An inch worm is at the bottom of a well n inches deep. It has enough energy to climb u inches every minute, but then has to rest a minute before climbing again. During the rest, it slips down d inches. The process of climbing and resting then repeats. How long before the worm climbs out of the well? We'll always count a portion of a minute as a whole minute and if the worm just reaches the top of the well at the end of its climbing, we'll assume the worm makes it out.
Input
There will be multiple problem instances. Each line will contain 3 positive integers n, u and d. These give the values mentioned in the paragraph above.

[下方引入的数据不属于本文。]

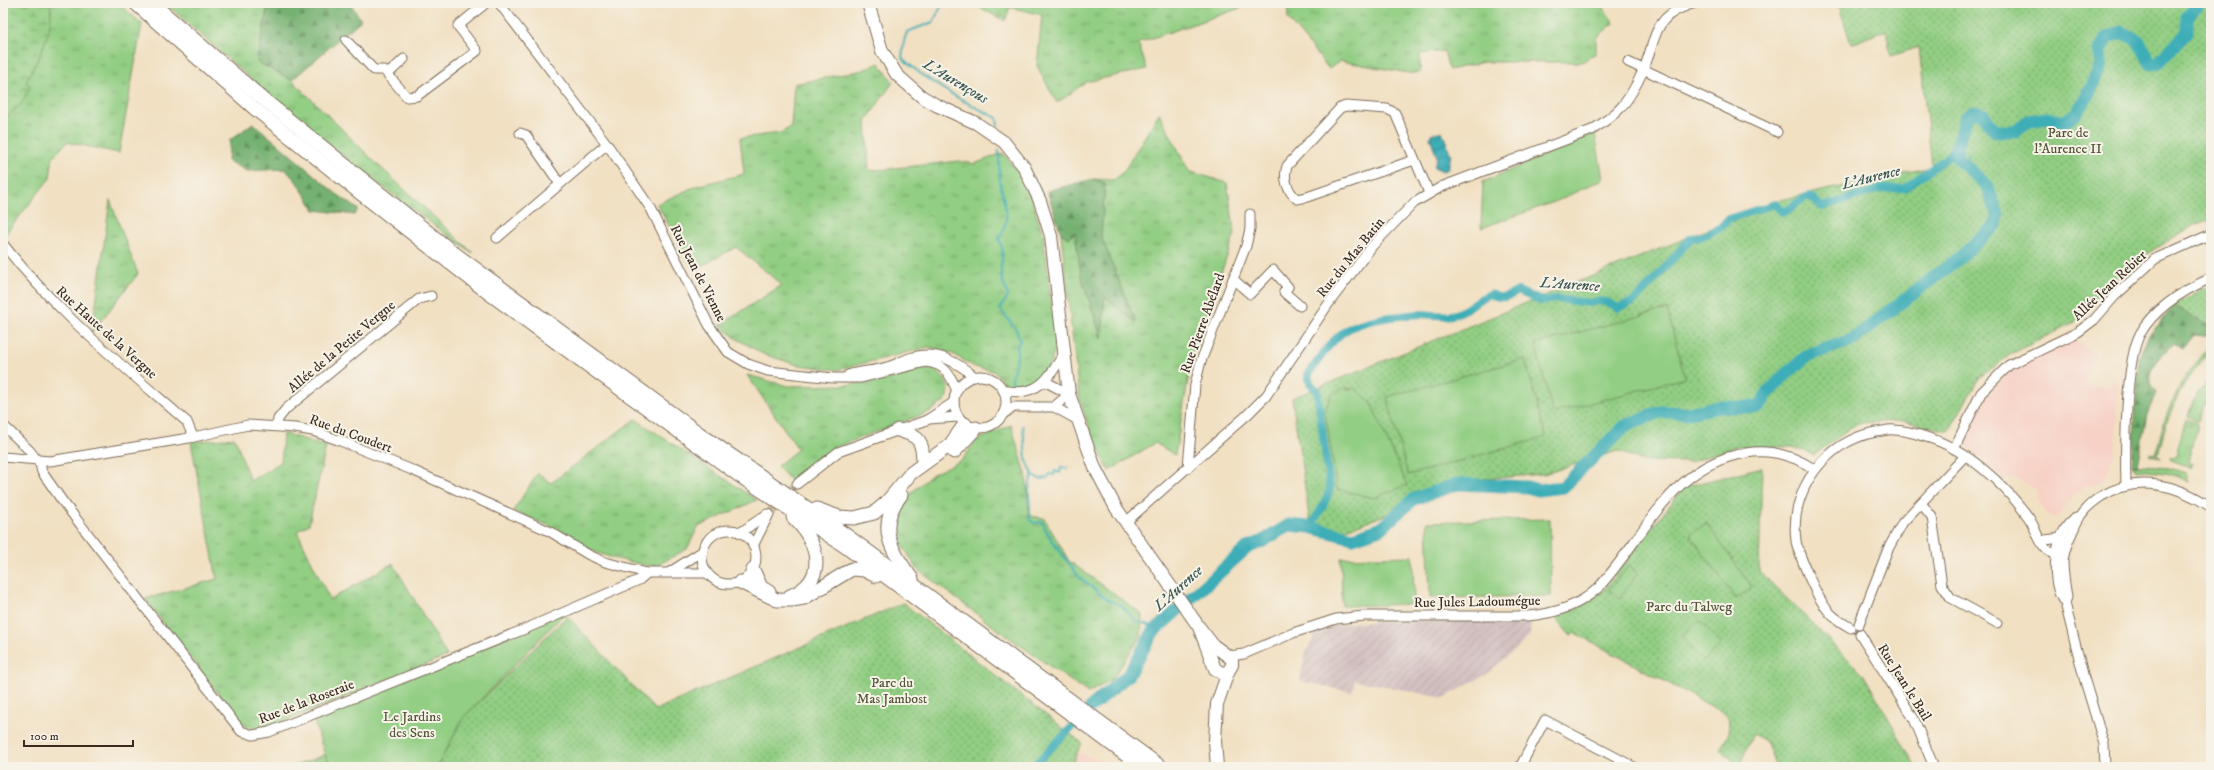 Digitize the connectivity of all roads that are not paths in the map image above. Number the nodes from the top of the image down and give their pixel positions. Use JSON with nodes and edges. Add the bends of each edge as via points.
{"nodes":[{"id":1,"x":135,"y":3,"type":"edge"},
{"id":2,"x":152,"y":3,"type":"edge"},
{"id":3,"x":486,"y":3,"type":"edge"},
{"id":4,"x":499,"y":3,"type":"edge"},
{"id":5,"x":868,"y":3,"type":"edge"},
{"id":6,"x":1696,"y":3,"type":"edge"},
{"id":7,"x":1670,"y":7,"type":"edge"},
{"id":8,"x":346,"y":40,"type":"dead end"},
{"id":9,"x":404,"y":59,"type":"dead end"},
{"id":10,"x":1628,"y":62,"type":"dead end"},
{"id":11,"x":1644,"y":68,"type":"junction"},
{"id":12,"x":388,"y":74,"type":"junction"},
{"id":13,"x":1777,"y":132,"type":"dead end"},
{"id":14,"x":520,"y":133,"type":"dead end"},
{"id":15,"x":606,"y":144,"type":"junction"},
{"id":16,"x":1414,"y":160,"type":"junction"},
{"id":17,"x":560,"y":184,"type":"junction"},
{"id":18,"x":1429,"y":194,"type":"junction"},
{"id":19,"x":1250,"y":214,"type":"dead end"},
{"id":20,"x":2211,"y":234,"type":"edge"},
{"id":21,"x":497,"y":238,"type":"dead end"},
{"id":22,"x":3,"y":244,"type":"edge"},
{"id":23,"x":2211,"y":278,"type":"edge"},
{"id":24,"x":1233,"y":279,"type":"junction"},
{"id":25,"x":431,"y":296,"type":"dead end"},
{"id":26,"x":1300,"y":306,"type":"dead end"},
{"id":27,"x":1064,"y":353,"type":"junction"},
{"id":28,"x":975,"y":377,"type":"junction"},
{"id":29,"x":833,"y":378,"type":"junction"},
{"id":30,"x":1046,"y":382,"type":"junction"},
{"id":31,"x":1003,"y":390,"type":"junction"},
{"id":32,"x":957,"y":391,"type":"junction"},
{"id":33,"x":1069,"y":394,"type":"junction"},
{"id":34,"x":954,"y":402,"type":"junction"},
{"id":35,"x":1054,"y":407,"type":"junction"},
{"id":36,"x":1003,"y":414,"type":"junction"},
{"id":37,"x":1076,"y":419,"type":"junction"},
{"id":38,"x":927,"y":420,"type":"junction"},
{"id":39,"x":967,"y":423,"type":"junction"},
{"id":40,"x":3,"y":425,"type":"edge"},
{"id":41,"x":277,"y":426,"type":"junction"},
{"id":42,"x":898,"y":430,"type":"junction"},
{"id":43,"x":193,"y":437,"type":"junction"},
{"id":44,"x":1954,"y":449,"type":"junction"},
{"id":45,"x":1965,"y":456,"type":"junction"},
{"id":46,"x":3,"y":458,"type":"edge"},
{"id":47,"x":37,"y":461,"type":"junction"},
{"id":48,"x":923,"y":463,"type":"junction"},
{"id":49,"x":1188,"y":467,"type":"junction"},
{"id":50,"x":1814,"y":470,"type":"junction"},
{"id":51,"x":760,"y":478,"type":"junction"},
{"id":52,"x":796,"y":484,"type":"tunnel mouth"},
{"id":53,"x":2126,"y":486,"type":"junction"},
{"id":54,"x":782,"y":503,"type":"junction"},
{"id":55,"x":1921,"y":503,"type":"junction"},
{"id":56,"x":2211,"y":507,"type":"edge"},
{"id":57,"x":2078,"y":518,"type":"junction"},
{"id":58,"x":1126,"y":522,"type":"junction"},
{"id":59,"x":740,"y":533,"type":"junction"},
{"id":60,"x":2042,"y":536,"type":"junction"},
{"id":61,"x":2061,"y":538,"type":"junction"},
{"id":62,"x":753,"y":546,"type":"junction"},
{"id":63,"x":703,"y":551,"type":"junction"},
{"id":64,"x":2061,"y":553,"type":"junction"},
{"id":65,"x":753,"y":570,"type":"junction"},
{"id":66,"x":670,"y":572,"type":"junction"},
{"id":67,"x":647,"y":573,"type":"junction"},
{"id":68,"x":707,"y":573,"type":"junction"},
{"id":69,"x":740,"y":582,"type":"junction"},
{"id":70,"x":918,"y":594,"type":"junction"},
{"id":71,"x":1997,"y":623,"type":"dead end"},
{"id":72,"x":1855,"y":626,"type":"junction"},
{"id":73,"x":1199,"y":627,"type":"junction"},
{"id":74,"x":1228,"y":661,"type":"junction"},
{"id":75,"x":1214,"y":662,"type":"junction"},
{"id":76,"x":1142,"y":767,"type":"edge"},
{"id":77,"x":1162,"y":767,"type":"edge"},
{"id":78,"x":1217,"y":767,"type":"edge"},
{"id":79,"x":1520,"y":767,"type":"edge"},
{"id":80,"x":1634,"y":767,"type":"edge"},
{"id":81,"x":1934,"y":767,"type":"edge"},
{"id":82,"x":2106,"y":767,"type":"edge"}],
"edges":[{"from":1,"to":54,"type":"highway","via":[[254,108],[430,249],[670,426]]},
{"from":2,"to":51,"type":"highway","via":[[262,98],[442,244]]},
{"from":3,"to":12,"type":"street","via":[[458,26],[477,51],[417,96],[407,97]]},
{"from":4,"to":15,"type":"street","name":"Rue Jean de Vienne"},
{"from":5,"to":27,"type":"main road","via":[[882,52],[897,75],[921,96],[976,123],[1004,142],[1024,167],[1040,202],[1051,236]]},
{"from":6,"to":7,"type":"street"},
{"from":7,"to":11,"type":"street","name":"Rue du Mas Batin","via":[[1652,41]]},
{"from":8,"to":12,"type":"street","via":[[374,70],[384,70]]},
{"from":9,"to":12,"type":"street"},
{"from":10,"to":11,"type":"street"},
{"from":11,"to":13,"type":"street"},
{"from":11,"to":18,"type":"street","name":"Rue du Mas Batin","via":[[1630,95],[1617,112],[1592,130]]},
{"from":14,"to":17,"type":"street","via":[[526,134]]},
{"from":15,"to":17,"type":"street"},
{"from":15,"to":29,"type":"street","name":"Rue Jean de Vienne","via":[[651,209],[709,325],[728,352],[748,364],[768,371]]},
{"from":16,"to":16,"type":"street","via":[[1297,199],[1292,195],[1284,175],[1287,166],[1335,111],[1346,106],[1387,109],[1395,113]]},
{"from":16,"to":18,"type":"street"},
{"from":17,"to":21,"type":"street"},
{"from":18,"to":49,"type":"street","name":"Rue du Mas Batin","via":[[1414,203],[1373,245],[1329,303],[1266,396]]},
{"from":19,"to":24,"type":"street","name":"Rue Pierre Abélard","via":[[1246,246]]},
{"from":20,"to":44,"type":"street","name":"Allée Jean Rebier","via":[[2155,260],[2114,297],[2094,320],[2078,332],[2009,365],[1981,393]]},
{"from":22,"to":43,"type":"street","name":"Rue Haute de la Vergne","via":[[29,278],[68,317],[187,422]]},
{"from":23,"to":53,"type":"street","via":[[2184,292],[2164,307],[2148,323],[2135,348],[2130,379]]},
{"from":24,"to":26,"type":"street","via":[[1250,294],[1273,270],[1288,286],[1284,292]]},
{"from":24,"to":49,"type":"street","name":"Rue Pierre Abélard","via":[[1194,384]]},
{"from":25,"to":41,"type":"street","name":"Allée de la Petite Vergne","via":[[419,299],[286,409],[278,419]]},
{"from":27,"to":30,"type":"street"},
{"from":27,"to":33,"type":"main road"},
{"from":28,"to":29,"type":"street","via":[[945,358],[928,354],[912,357],[888,367]]},
{"from":28,"to":31,"type":"street","via":[[991,379]]},
{"from":28,"to":32,"type":"street"},
{"from":29,"to":32,"type":"street","name":"Rue Jean de Vienne","via":[[861,378],[930,362],[943,366]]},
{"from":30,"to":31,"type":"street","via":[[1030,390]]},
{"from":30,"to":33,"type":"street"},
{"from":31,"to":36,"type":"street","via":[[1006,398]]},
{"from":32,"to":34,"type":"street"},
{"from":33,"to":35,"type":"street"},
{"from":33,"to":37,"type":"main road"},
{"from":34,"to":38,"type":"street"},
{"from":34,"to":39,"type":"street"},
{"from":35,"to":36,"type":"street","via":[[1014,408]]},
{"from":35,"to":37,"type":"street"},
{"from":36,"to":39,"type":"street","via":[[992,426]]},
{"from":37,"to":58,"type":"main road","via":[[1098,475]]},
{"from":38,"to":39,"type":"street"},
{"from":38,"to":42,"type":"street"},
{"from":39,"to":48,"type":"highway","via":[[950,445]]},
{"from":39,"to":70,"type":"highway","via":[[954,452],[924,471],[892,506],[888,524],[889,542]]},
{"from":40,"to":47,"type":"street","name":"Rue de la Roseraie"},
{"from":41,"to":43,"type":"street","name":"Rue du Coudert","via":[[248,425]]},
{"from":41,"to":67,"type":"street","name":"Rue du Coudert","via":[[313,431],[338,440],[549,531],[604,562]]},
{"from":42,"to":48,"type":"highway","via":[[919,439],[923,449]]},
{"from":42,"to":52,"type":"street","via":[[838,452]]},
{"from":43,"to":47,"type":"street","name":"Rue du Coudert"},
{"from":44,"to":45,"type":"street"},
{"from":44,"to":50,"type":"street","via":[[1927,437],[1894,430],[1847,441]]},
{"from":45,"to":55,"type":"street"},
{"from":45,"to":60,"type":"street","via":[[2011,495]]},
{"from":46,"to":47,"type":"street","name":"Rue du Coudert"},
{"from":47,"to":67,"type":"street","name":"Rue de la Roseraie","via":[[63,502],[241,731],[254,735],[282,727],[525,629],[639,580]]},
{"from":48,"to":51,"type":"highway","via":[[874,513],[854,518],[822,512],[785,486]]},
{"from":49,"to":58,"type":"street","name":"Rue du Mas Batin"},
{"from":50,"to":72,"type":"street","via":[[1798,508],[1796,540],[1814,588],[1830,614]]},
{"from":50,"to":74,"type":"street","name":"Rue Jules Ladoumégue","via":[[1792,456],[1761,450],[1726,456],[1704,466],[1672,492],[1598,588],[1585,599],[1565,609],[1527,616],[1364,616],[1336,619],[1293,633]]},
{"from":51,"to":70,"type":"highway","via":[[846,535]]},
{"from":53,"to":56,"type":"street","via":[[2153,484],[2175,488],[2195,496]]},
{"from":53,"to":57,"type":"street","via":[[2114,489],[2089,504]]},
{"from":54,"to":65,"type":"highway","via":[[804,528],[816,552],[816,567],[810,583],[790,596],[777,595],[761,587]]},
{"from":54,"to":70,"type":"highway"},
{"from":55,"to":71,"type":"street","via":[[1932,516],[1942,585],[1951,598]]},
{"from":55,"to":72,"type":"street","via":[[1903,522],[1888,549]]},
{"from":57,"to":61,"type":"street","via":[[2073,519]]},
{"from":57,"to":64,"type":"street"},
{"from":58,"to":73,"type":"main road"},
{"from":59,"to":62,"type":"street","via":[[750,540]]},
{"from":59,"to":62,"type":"street","via":[[768,514]]},
{"from":59,"to":63,"type":"street","via":[[717,533],[710,538]]},
{"from":60,"to":61,"type":"street"},
{"from":60,"to":64,"type":"street","via":[[2041,543],[2047,550]]},
{"from":61,"to":64,"type":"street"},
{"from":62,"to":65,"type":"street","via":[[756,558]]},
{"from":63,"to":66,"type":"street","name":"Rue du Coudert"},
{"from":63,"to":68,"type":"street","via":[[702,559]]},
{"from":64,"to":82,"type":"street","via":[[2055,577],[2065,603],[2104,744]]},
{"from":65,"to":69,"type":"street"},
{"from":66,"to":67,"type":"street","name":"Rue du Coudert"},
{"from":66,"to":68,"type":"street","name":"Rue du Coudert"},
{"from":68,"to":69,"type":"street","via":[[725,584]]},
{"from":69,"to":70,"type":"highway","via":[[777,600],[792,600],[804,598],[852,569],[858,569],[872,573],[898,592]]},
{"from":70,"to":76,"type":"highway"},
{"from":70,"to":77,"type":"highway"},
{"from":72,"to":81,"type":"street","name":"Rue Jean le Bail","via":[[1863,629],[1860,634],[1914,719]]},
{"from":73,"to":74,"type":"main road"},
{"from":73,"to":75,"type":"main road"},
{"from":74,"to":75,"type":"main road","via":[[1219,654]]},
{"from":74,"to":75,"type":"main road","via":[[1218,672]]},
{"from":74,"to":78,"type":"main road","via":[[1217,704]]},
{"from":79,"to":80,"type":"street","via":[[1545,720]]}]}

Furthermore, you may assume d < u and n < 100. A value of n = 0 indicates end of output.
Output
Each input instance should generate a single integer on a line, indicating the number of minutes it takes for the worm to climb out of the well.
Sample Input
10 2 1
20 3 1
0 0 0
Sample Output
17
19
题目大意:
一只蜗牛要从爬上n英寸高的地方,他速度为u每分钟,他爬完u需要休息1分钟,且他休息时下滑d英寸,问他什么时候爬出去。
数据小,可以模拟。
while(~scanf("%d%d%d",&n,&u,&d),n||u||d)
{
int h=0;
int ans=0;
while(h<n)
{
ans++;
h+=u;
if(h >=n)
break;
ans++;
h-=d;
}
printf("%d
",ans);
}
当数据大起来时,不妨想想公式。
个人思路,感谢指点纠正。
1:答案肯定是奇数(因为第一次是向上,最后一次也是向上,当然中间向下是偶数次)。
2:第一次单出来,后面以一上爬加一下滑为一个单位。
如 10 3 1 上行 汇总
第一天: 3 3
第二,三天 2 5
第四,五天 2 7
第六,七天 2 9
第八,九天 2 11(到达)
因为2*n和2*n+1(2*n-1还未到达)是先下后上,所以不会出现2*n就到到的情况。
#include<cstdio>
#include<cstdlib>
#include<iostream>
#include<math.h>
#include<string>
using namespace std;
int a,b,c;
void _solve(){
int ans;
ans=1;
a-=b;
if(a<0) {cout<<ans<<endl;return ;}//第一天结束
int temp;
if(a%(b-c)==0) temp=a/(b-c);
else temp=a/(b-c)+1;//尾巴任然算一个单位
temp*=2;//除了第一天,后面两天为一个单位
ans+=temp;
cout<<ans<<endl;return ;
}
int main()
{
while(cin>>a>>b>>c)
if(!a&&!b&&!c) return 0;
else _solve();
return 0;
}